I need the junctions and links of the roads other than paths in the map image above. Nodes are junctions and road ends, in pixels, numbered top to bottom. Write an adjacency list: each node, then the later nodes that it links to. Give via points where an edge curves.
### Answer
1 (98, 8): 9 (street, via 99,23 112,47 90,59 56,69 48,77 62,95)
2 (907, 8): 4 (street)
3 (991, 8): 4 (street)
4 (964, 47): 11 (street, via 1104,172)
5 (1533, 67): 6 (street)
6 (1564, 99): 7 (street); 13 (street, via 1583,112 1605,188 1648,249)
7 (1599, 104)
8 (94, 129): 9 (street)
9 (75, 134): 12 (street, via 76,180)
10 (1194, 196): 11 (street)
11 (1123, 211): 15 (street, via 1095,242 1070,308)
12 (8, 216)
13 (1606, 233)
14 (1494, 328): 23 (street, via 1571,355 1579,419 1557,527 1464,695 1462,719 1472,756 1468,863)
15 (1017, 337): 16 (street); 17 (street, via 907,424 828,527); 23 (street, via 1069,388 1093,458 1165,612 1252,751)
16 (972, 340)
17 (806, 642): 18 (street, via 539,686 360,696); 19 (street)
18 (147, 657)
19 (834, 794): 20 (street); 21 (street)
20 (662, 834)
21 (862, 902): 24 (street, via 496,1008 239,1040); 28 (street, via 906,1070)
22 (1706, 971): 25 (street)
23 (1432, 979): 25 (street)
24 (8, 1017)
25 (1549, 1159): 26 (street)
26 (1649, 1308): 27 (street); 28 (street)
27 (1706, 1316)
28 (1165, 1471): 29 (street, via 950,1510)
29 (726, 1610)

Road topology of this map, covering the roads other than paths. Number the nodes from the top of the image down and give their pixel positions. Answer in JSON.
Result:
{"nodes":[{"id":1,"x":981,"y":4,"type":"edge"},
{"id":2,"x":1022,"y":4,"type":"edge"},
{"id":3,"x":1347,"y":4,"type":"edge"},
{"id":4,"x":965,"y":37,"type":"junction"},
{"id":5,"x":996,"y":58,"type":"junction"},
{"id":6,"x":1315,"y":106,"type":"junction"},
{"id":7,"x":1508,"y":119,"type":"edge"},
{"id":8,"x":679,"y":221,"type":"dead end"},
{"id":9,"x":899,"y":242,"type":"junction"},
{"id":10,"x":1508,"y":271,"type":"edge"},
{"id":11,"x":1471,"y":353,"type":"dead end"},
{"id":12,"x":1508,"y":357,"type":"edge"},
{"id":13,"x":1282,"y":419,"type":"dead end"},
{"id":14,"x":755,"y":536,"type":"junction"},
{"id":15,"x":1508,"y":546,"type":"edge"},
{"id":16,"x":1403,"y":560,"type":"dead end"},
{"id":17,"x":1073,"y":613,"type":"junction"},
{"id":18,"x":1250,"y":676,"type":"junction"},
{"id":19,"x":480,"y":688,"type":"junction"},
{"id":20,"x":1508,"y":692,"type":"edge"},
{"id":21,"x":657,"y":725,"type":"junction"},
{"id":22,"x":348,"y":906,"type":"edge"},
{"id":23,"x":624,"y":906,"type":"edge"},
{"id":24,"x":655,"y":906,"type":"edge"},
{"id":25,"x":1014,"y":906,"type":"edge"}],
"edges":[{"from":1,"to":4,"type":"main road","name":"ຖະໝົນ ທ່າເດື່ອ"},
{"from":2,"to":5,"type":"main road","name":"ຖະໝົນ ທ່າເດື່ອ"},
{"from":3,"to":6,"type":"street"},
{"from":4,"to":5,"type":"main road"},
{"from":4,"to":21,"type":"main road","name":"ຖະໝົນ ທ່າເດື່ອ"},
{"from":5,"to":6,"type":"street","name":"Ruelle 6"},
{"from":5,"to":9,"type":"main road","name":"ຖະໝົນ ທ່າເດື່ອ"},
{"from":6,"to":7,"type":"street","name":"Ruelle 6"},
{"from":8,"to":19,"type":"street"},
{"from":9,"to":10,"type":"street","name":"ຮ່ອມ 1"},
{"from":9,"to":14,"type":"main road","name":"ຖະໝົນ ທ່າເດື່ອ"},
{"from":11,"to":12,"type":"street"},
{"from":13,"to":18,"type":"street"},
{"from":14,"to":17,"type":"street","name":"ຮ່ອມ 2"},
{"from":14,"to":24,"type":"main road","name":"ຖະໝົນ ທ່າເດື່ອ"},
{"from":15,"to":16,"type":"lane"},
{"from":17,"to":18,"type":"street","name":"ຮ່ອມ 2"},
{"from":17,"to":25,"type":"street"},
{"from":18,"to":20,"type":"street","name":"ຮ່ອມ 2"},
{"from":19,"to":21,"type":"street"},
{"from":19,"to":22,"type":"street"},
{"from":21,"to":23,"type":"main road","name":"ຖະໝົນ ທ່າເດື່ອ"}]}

....

*Work to complete:* Out of the material above, select every line that holds the string "Answer".

*Result:*
### Answer
Road topology of this map, covering the roads other than paths. Number the nodes from the top of the image down and give their pixel positions. Answer in JSON.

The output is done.